American philatelist (1913–2000)

Victor E. Engstrom (20 October 1913 – July 1, 2000 Clearwater, FL) was an American philatelist known for his knowledge and collections of stamps of Nordic countries.

==Background==
Engstrom came from Montclair, New Jersey. He was an Army veteran of World War II with the rank of colonel and served in military intelligence. He graduated from Lehigh University in 1936. He retired as president of a major building firm founded by his father.

==Collecting interests==
Victor Engstrom was a student of postage stamps and postal history of Nordic countries and their possessions. He had a world-famous reputation for his knowledge and collection of postage stamps and postal history of the Danish West Indies.

==Philatelic activity==
Victor Engstrom was a member of the Scandinavian Collectors Club, where he established the Danish West Indies Study Unit and wrote extensively on the Danish West Indies in the unit's journal.
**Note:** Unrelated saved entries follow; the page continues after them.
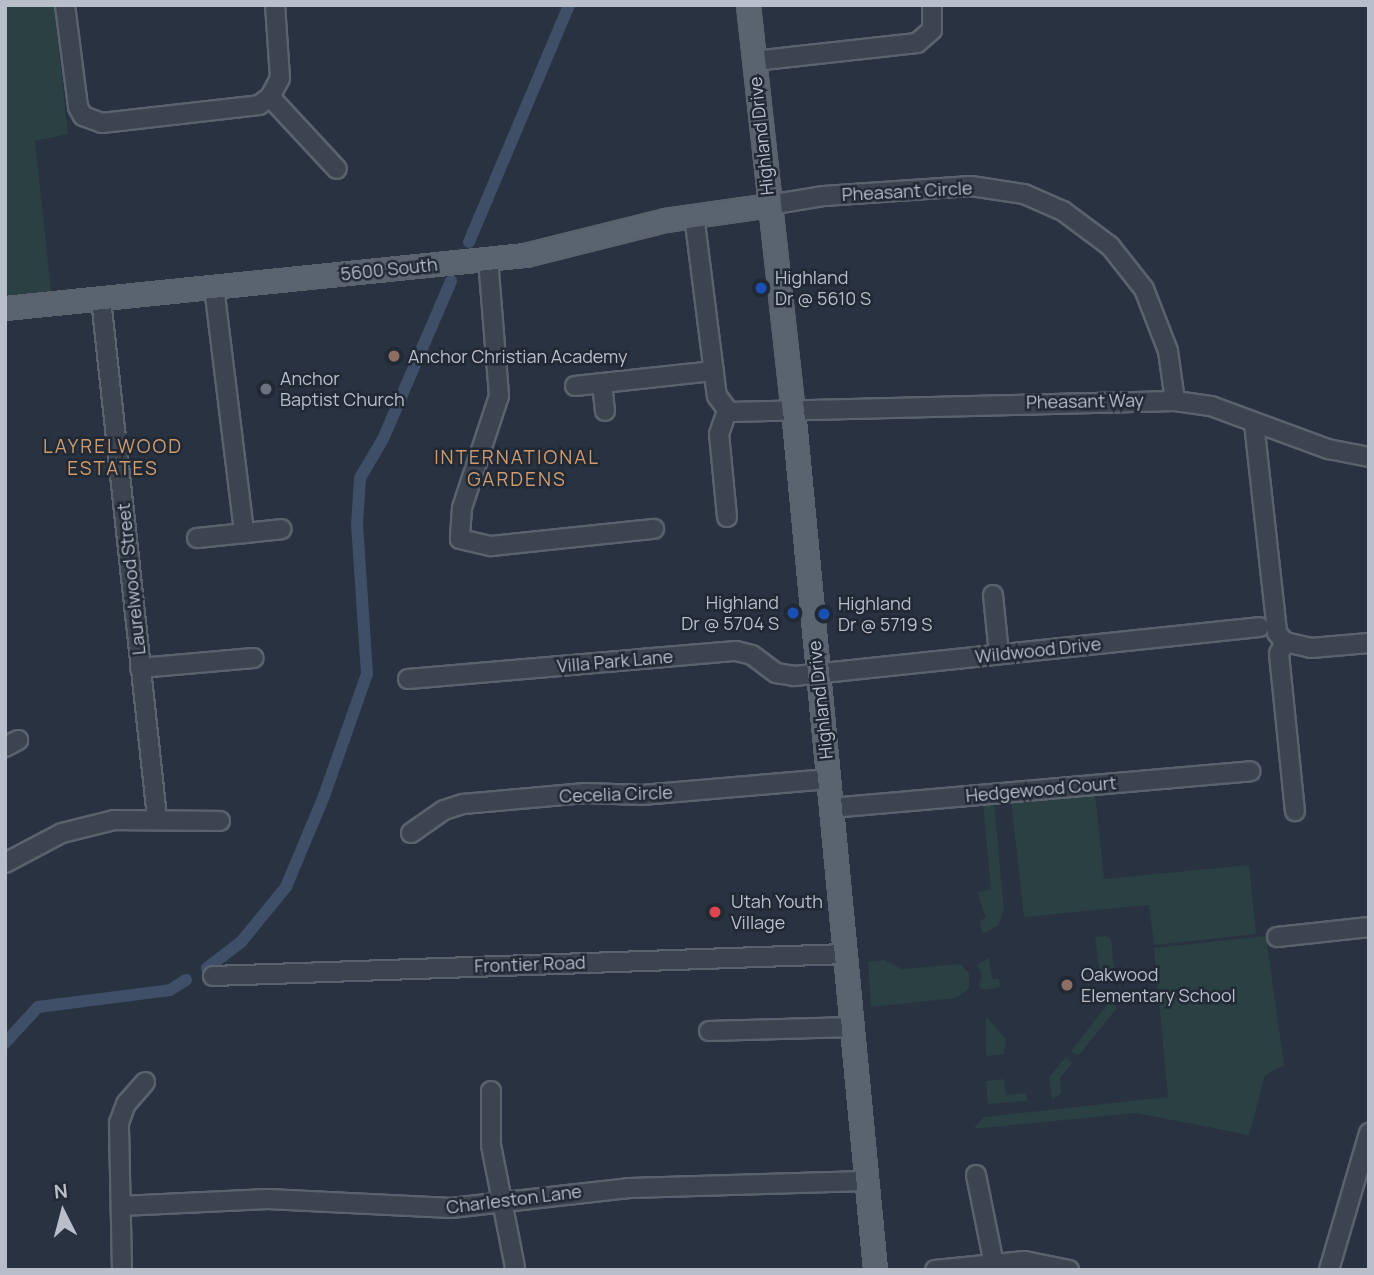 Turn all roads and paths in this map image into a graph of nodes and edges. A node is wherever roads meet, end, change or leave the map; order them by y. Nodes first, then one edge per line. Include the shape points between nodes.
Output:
1 (65, 5) edge
2 (275, 5) edge
3 (748, 5) edge
4 (932, 5) edge
5 (754, 61) junction
6 (270, 97) junction
7 (337, 169) dead end
8 (769, 205) junction
9 (694, 215) junction
10 (488, 259) junction
11 (214, 287) junction
12 (101, 299) junction
13 (5, 308) edge
14 (714, 371) junction
15 (602, 383) junction
16 (575, 386) dead end
17 (1175, 401) junction
18 (793, 410) junction
19 (605, 411) dead end
20 (727, 411) junction
21 (1254, 423) junction
22 (1369, 457) edge
23 (727, 517) dead end
24 (282, 528) dead end
25 (654, 529) dead end
26 (244, 533) junction
27 (197, 538) dead end
28 (993, 596) dead end
29 (1259, 627) dead end
30 (1285, 642) junction
31 (1369, 643) edge
32 (999, 654) junction
33 (254, 658) dead end
34 (140, 668) junction
35 (816, 673) junction
36 (408, 680) dead end
37 (1250, 771) dead end
38 (828, 779) junction
39 (831, 808) junction
40 (1295, 811) dead end
41 (156, 817) junction
42 (220, 821) dead end
43 (411, 833) dead end
44 (5, 863) edge
45 (1369, 927) edge
46 (1277, 937) dead end
47 (846, 954) junction
48 (213, 976) dead end
49 (852, 1027) junction
50 (709, 1031) dead end
51 (145, 1082) dead end
52 (491, 1091) dead end
53 (1369, 1133) edge
54 (976, 1175) dead end
55 (865, 1181) junction
56 (501, 1202) junction
57 (121, 1206) junction
58 (994, 1264) junction
59 (515, 1267) dead end
60 (122, 1270) edge
61 (875, 1270) edge
62 (935, 1270) edge
63 (1069, 1270) edge
64 (1329, 1270) edge

1 - 6 street via 74,92 83,116 92,121 247,109
2 - 6 street via 281,68
3 - 5 main road, Highland Drive
4 - 5 street via 932,30 917,43
5 - 8 main road, Highland Drive
6 - 7 street
8 - 9 main road, 5600 South
8 - 17 street, Pheasant Circle via 824,196 971,186 1024,194 1063,211 1110,246 1144,289 1168,351
8 - 18 main road, Highland Drive
9 - 10 main road, 5600 South via 558,250
9 - 14 street
10 - 11 main road, 5600 South
10 - 25 street via 499,396 462,508 460,539 491,546
11 - 12 main road, 5600 South
11 - 26 street
12 - 13 main road, 5600 South
12 - 34 street, Laurelwood Street
14 - 15 street
14 - 20 street via 718,399
15 - 16 street
15 - 19 street
17 - 18 street, Pheasant Way
17 - 21 street, Pheasant Way via 1211,407
18 - 20 street, Pheasant Way
18 - 35 main road, Highland Drive
20 - 23 street via 719,434
21 - 22 street, Pheasant Way via 1328,449
21 - 30 street via 1273,624
24 - 26 street
26 - 27 street
28 - 32 street
29 - 32 street, Wildwood Drive
30 - 31 street via 1311,648
30 - 40 street via 1279,654
32 - 35 street, Wildwood Drive
33 - 34 street
34 - 41 street, Laurelwood Street
35 - 36 street, Villa Park Lane via 781,675 752,655 736,651
35 - 38 main road, Highland Drive
37 - 39 street, Hedgewood Court
38 - 39 main road, Highland Drive
38 - 43 street, Cecelia Circle via 463,804 444,810
39 - 47 main road, Highland Drive
41 - 42 street
41 - 44 street via 84,826 39,842
45 - 46 street
47 - 48 street, Frontier Road
47 - 49 main road, Highland Drive
49 - 50 street
49 - 55 main road, Highland Drive
51 - 57 street via 129,1098 119,1123
52 - 56 street via 490,1133
53 - 64 street
54 - 58 street
55 - 56 street, Charleston Lane via 630,1188
55 - 61 main road, Highland Drive
56 - 57 street, Charleston Lane via 435,1209 268,1199
56 - 59 street
57 - 60 street
58 - 62 street
58 - 63 street via 1034,1262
He was also editor-in-chief of the three volume Danish West Indies Mail 1754-1917, published from 1979 to 1982. Engstrom served various posts at the Scandinavian Collectors Club, including the office of president. He also edited the club's journal, The Posthorn.

==Selected works==
- Danish West Indies Postal Stationery (The Scandinavian postal stationery lexicon)(Scandinavian Scribe. 1971)
- Danish West Indies Mails, 1754-1917. Volume I: Postal History (Scandinavian Printing and Publishing Company. 1979)
- Danish West Indies Mails, 1754-1917. Volume 2: The Postal Emissions(Scandinavian Printing and Publishing Company. 1981)

==Honors and awards==
Engstrom received numerous awards for his expertise and his dedication to the growth of the hobby of stamp collecting. In 1975, he received the World Series Champion of Champions from the American Philatelic Society Hall of Fame. He received the Earl Grant Jacobson Award for research, the Carl Pelander Award for outstanding service, and the Eugene Klein Research Award from the American Philatelic Congress. He was honored by the United States Classics Society and received the Luff Award for Distinguished Philatelic Research in 1996. In 1997, he received the Distinguished Philatelist Award from the U.S. Philatelic Classics Society. He was named to the American Philatelic Society Hall of Fame in 2002.